Travelling is both the most amazing and the most difficult adventure,
an emotional rollercoaster. While it is an overused phrase, it makes perfect
sense. One day I am going to live here forever, the next day, I want to go home…
right now… I want a hug from my Mum and a vegemite sandwich, I want to eat roast
pork with my family and fight over the crackling… and I want to see how much
Immy and Zoe have grown and go to Healesville market with Carly and I want to eat
fried rice with Bec and Brad and have an hour long D&M with Kirsti… I want
to drive up the misty hill to Kallista and be hugged by all my kids from school
and hear the staffroom gossip. I want to jump on the trampoline for hours with
Aidan, Corey and Bailey until we all collapse from exhaustion. I want to go to
a Thomson family dinner and sit and have a cup of tea with the Traceys… I would
give anything right now to curl up on the couch with Jack and watch Karate Kid.
But… perhaps tomorrow, again, I will never want to leave the
chaotic streets of Cusco, the daily parades and fireworks, always looking forward
to the next big event. The burst of culture and community and reality that hits
me each time I open the front door. The children with resilience an Australian
teacher would be astounded at, an ability to get along, to give love to
everyone and to never complain.

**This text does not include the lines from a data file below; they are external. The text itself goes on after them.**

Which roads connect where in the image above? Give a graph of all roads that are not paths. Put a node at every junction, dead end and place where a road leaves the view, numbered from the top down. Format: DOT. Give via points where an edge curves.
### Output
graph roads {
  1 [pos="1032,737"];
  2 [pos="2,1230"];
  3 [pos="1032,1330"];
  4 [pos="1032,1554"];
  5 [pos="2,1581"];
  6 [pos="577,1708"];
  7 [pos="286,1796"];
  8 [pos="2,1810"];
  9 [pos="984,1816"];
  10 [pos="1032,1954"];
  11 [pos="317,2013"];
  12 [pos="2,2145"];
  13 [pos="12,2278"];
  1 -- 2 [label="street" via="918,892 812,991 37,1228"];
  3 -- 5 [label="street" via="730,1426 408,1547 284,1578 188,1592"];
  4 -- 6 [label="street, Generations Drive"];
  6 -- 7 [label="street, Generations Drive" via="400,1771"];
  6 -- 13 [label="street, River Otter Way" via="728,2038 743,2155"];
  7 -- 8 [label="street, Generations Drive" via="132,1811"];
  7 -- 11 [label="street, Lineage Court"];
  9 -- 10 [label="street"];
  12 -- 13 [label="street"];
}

I love so much the company of the wonderful people
I have met here, though they will all travel onwards shortly too, perhaps to
explore a different corner of the globe, perhaps to head home to all of the
people they miss, and then I will have someone else to miss too…
I know it is pointless and timewasting to sit and mope and miss
home, it is true, but sometimes it can’t really be helped. It isn’t every day,
it isn’t even every week, but when it hits, it hits hard and heavy. And despite
all of my wants and desires, if someone offered me free passage home right now,
I know that I wouldn’t take it. I’m not finished travelling yet, I’m not
finished learning about the world, and more importantly myself. In some ways I’m
terrified of going home. How will I cope without James by my side almost 24
hours a day? Having to work 5 days a week again? Being surrounded by wealth and
sterility? And it’s hard to really know how much I have changed, I think that
will be a huge challenge in itself, figuring that out when I come home…
But hey… we will be here in Cusco for another 3 months… why
don’t you come and visit me???
Owh Brenna, I am crying reading this. Crackling, Healsville market, cups of tea, fried rice and Karate Kid will all be here for you when you get home, they're not going anywhere. We all love you!